Differential D104836

[PowerPC] Combine 64-bit bswap(load) without LDBRX
ClosedPublic

Authored by nemanjai on Jun 23 2021, 8:43 PM.

Download Raw Diff

Details

Reviewers

spatel
nathanchance

Group Reviewers

Restricted Project

Commits

rG0464586ac515: [PowerPC] Combine 64-bit bswap(load) without LDBRX

Summary

When targeting CPUs that don't have LDBRX, we end up producing code that is very inefficient and large for this common idiom. This patch just optimizes it two 32-bit LWBRX instructions along with a merge.

This fixes https://bugs.llvm.org/show_bug.cgi?id=49610

Diff Detail

Repository: rG LLVM Github Monorepo

Event Timeline

nemanjai created this revision.Jun 23 2021, 8:43 PM

Herald added subscribers: shchenz, kbarton, hiraditya. · View Herald TranscriptJun 23 2021, 8:43 PM

nemanjai requested review of this revision.Jun 23 2021, 8:43 PM

Herald added a project: Restricted Project. · View Herald TranscriptJun 23 2021, 8:43 PM

Harbormaster completed remote builds in B110757: Diff 354145.Jun 23 2021, 9:18 PM

spatel added inline comments.Jun 24 2021, 5:31 AM

llvm/lib/Target/PowerPC/PPCISelLowering.cpp
15245	If we honor the clang-tidy (no else after return), that makes it more obvious that we are repeating conditions in both clauses. It would be cleaner to hoist those into a common 'if' clause, and probably better still to make it an early exit for the inverted clause (possibly add a helper function too): if (!Is64BitBswapOn64BitTarget \|\| !IsSingleUseNonExtLd) return SDValue();
15246–15247	Do we need to check for 'volatile' or other modifiers? Are we ok with misaligned accesses? Should add regression tests either way.
llvm/test/CodeGen/PowerPC/ld-bswap64-no-ldbrx.ll
4	It would be better to include tests for the minimal patterns - just a load or just a store. We are not handling the store case yet, so that might be a "TODO" item (or doesn't matter if we don't need to worry about the pre-stdbrx targets): define void @split_store(i64 %x, i64* %p) { %b = call i64 @llvm.bswap.i64(i64 %x) store i64 %b, i64* %p, align 8 ret void } define i64 @split_load(i64* %p) { %x = load i64, i64* %p, align 8 %b = call i64 @llvm.bswap.i64(i64 %x) ret i64 %b }

nemanjai added inline comments.Jun 24 2021, 6:07 AM

llvm/lib/Target/PowerPC/PPCISelLowering.cpp
15245	Oh, I probably should have noticed that the if clause has a return. I'll update it.

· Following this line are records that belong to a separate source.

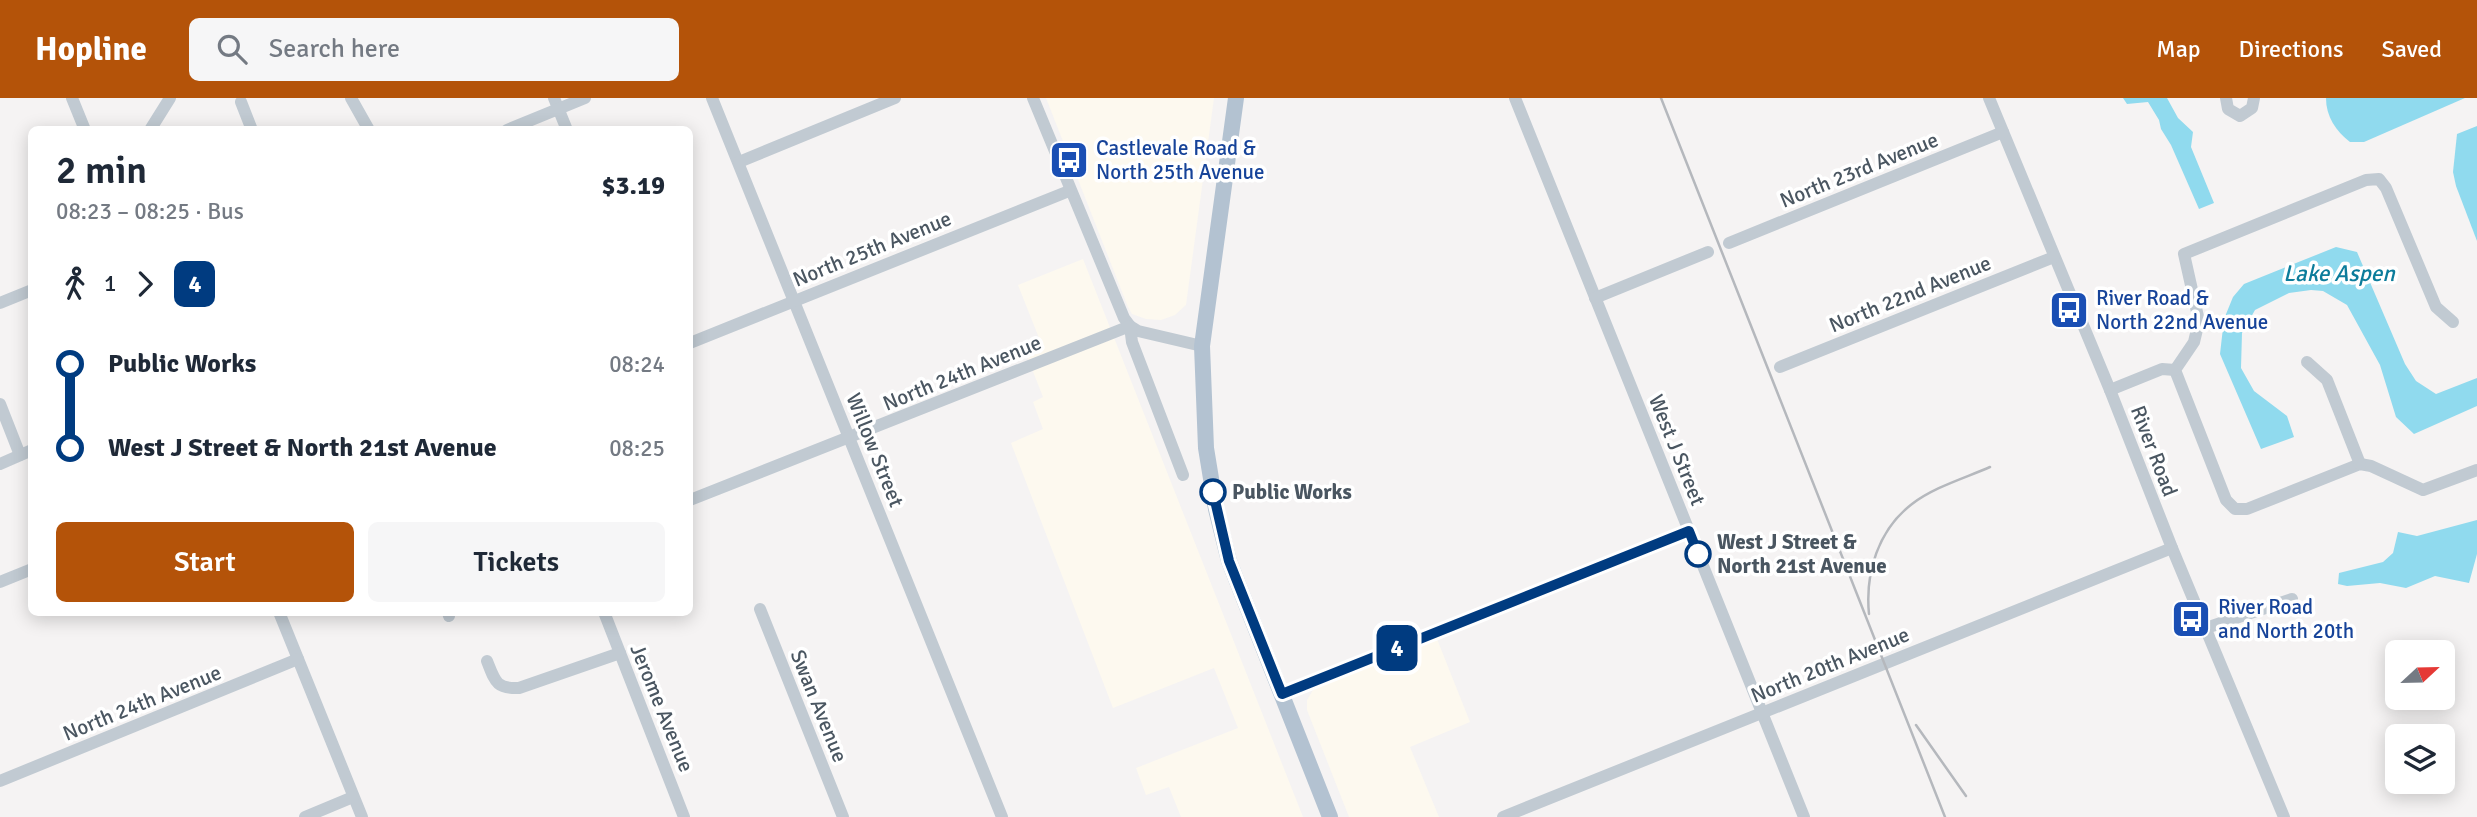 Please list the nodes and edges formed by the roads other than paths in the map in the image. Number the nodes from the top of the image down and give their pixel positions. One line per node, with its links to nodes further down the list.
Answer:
1 (72, 98): 15 (street)
2 (170, 98): 16 (street)
3 (351, 98): 18 (street)
4 (585, 98): 14 (street)
5 (712, 98): 22 (street, Willow Street)
6 (895, 98): 22 (street)
7 (1033, 98): 23 (street)
8 (1236, 98): 34 (main road)
9 (1515, 98): 28 (street, West J Street)
10 (1989, 98): 21 (street, River Road)
11 (2226, 98): 12 (street)
12 (2254, 98)
13 (242, 103): 17 (street)
14 (556, 103): 19 (street); 20 (street)
15 (83, 126)
16 (152, 126)
17 (251, 126)
18 (367, 126)
19 (514, 126)
20 (565, 126)
21 (2003, 132): 24 (street, North 23rd Avenue); 26 (street, River Road)
22 (739, 162): 29 (street, Willow Street)
23 (1069, 191): 29 (street, North 25th Avenue); 32 (street)
24 (1729, 243)
25 (1707, 252): 28 (street)
26 (2054, 257): 36 (street, North 22nd Avenue); 38 (street, River Road)
27 (28, 292): 30 (street)
28 (1595, 298): 47 (street, West J Street)
29 (793, 301): 33 (street, North 25th Avenue); 40 (street, Willow Street)
30 (0, 303)
31 (2453, 322): 37 (street)
32 (1130, 326): 34 (street); 40 (street, North 24th Avenue); 45 (street)
33 (693, 342)
34 (1202, 346): 59 (main road)
35 (2307, 362): 43 (street)
36 (1780, 367)
37 (2175, 370): 38 (street); 43 (street)
38 (2110, 390): 48 (street, River Road)
39 (0, 404): 41 (street)
40 (850, 438): 46 (street, North 24th Avenue); 67 (street, Willow Street)
41 (26, 453): 42 (street)
42 (0, 464)
43 (2360, 464): 44 (street)
44 (2477, 470)
45 (1183, 475)
46 (693, 499)
47 (1689, 531): 59 (street); 60 (street, West J Street)
48 (2172, 548): 55 (street, River Road); 60 (street, North 20th Avenue)
49 (28, 571): 50 (street)
50 (0, 582)
51 (2292, 599): 55 (street)
52 (760, 609): 66 (street, Swan Avenue)
53 (281, 616): 57 (street)
54 (606, 616): 56 (street, Jerome Avenue)
55 (2206, 628): 71 (street, River Road)
56 (620, 653): 58 (street); 65 (street, Jerome Avenue)
57 (298, 659): 61 (street, North 24th Avenue); 62 (street)
58 (487, 661)
59 (1282, 694): 68 (main road)
60 (1763, 713): 69 (street, North 20th Avenue); 70 (street, West J Street)
61 (0, 782)
62 (353, 797): 63 (street); 64 (street)
63 (306, 817)
64 (362, 817)
65 (684, 817)
66 (843, 817)
67 (1002, 817)
68 (1330, 817)
69 (1503, 817)
70 (1804, 817)
71 (2284, 817)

Thanks!
15246–15247	There are no alignment requirements for the byte-reversed loads/stores. I'll add a test.
llvm/test/CodeGen/PowerPC/ld-bswap64-no-ldbrx.ll
4	Yes, the store combine is definitely a TODO :) I'll update the tests, thank you.

Fix up clang-tidy warnings and add some more regression tests.

Harbormaster completed remote builds in B110818: Diff 354237.Jun 24 2021, 7:12 AM

LangRef says "the backend should never split or merge target-legal volatile load/store instructions":
https://llvm.org/docs/LangRef.html#volatile-memory-accesses

I haven't looked at the use cases in detail, but the target does support 64-bit loads via plain ld, so we shouldn't do the transform?

In D104836#2838555, @spatel wrote:

LangRef says "the backend should never split or merge target-legal volatile load/store instructions":
https://llvm.org/docs/LangRef.html#volatile-memory-accesses

I haven't looked at the use cases in detail, but the target does support 64-bit loads via plain ld, so we shouldn't do the transform?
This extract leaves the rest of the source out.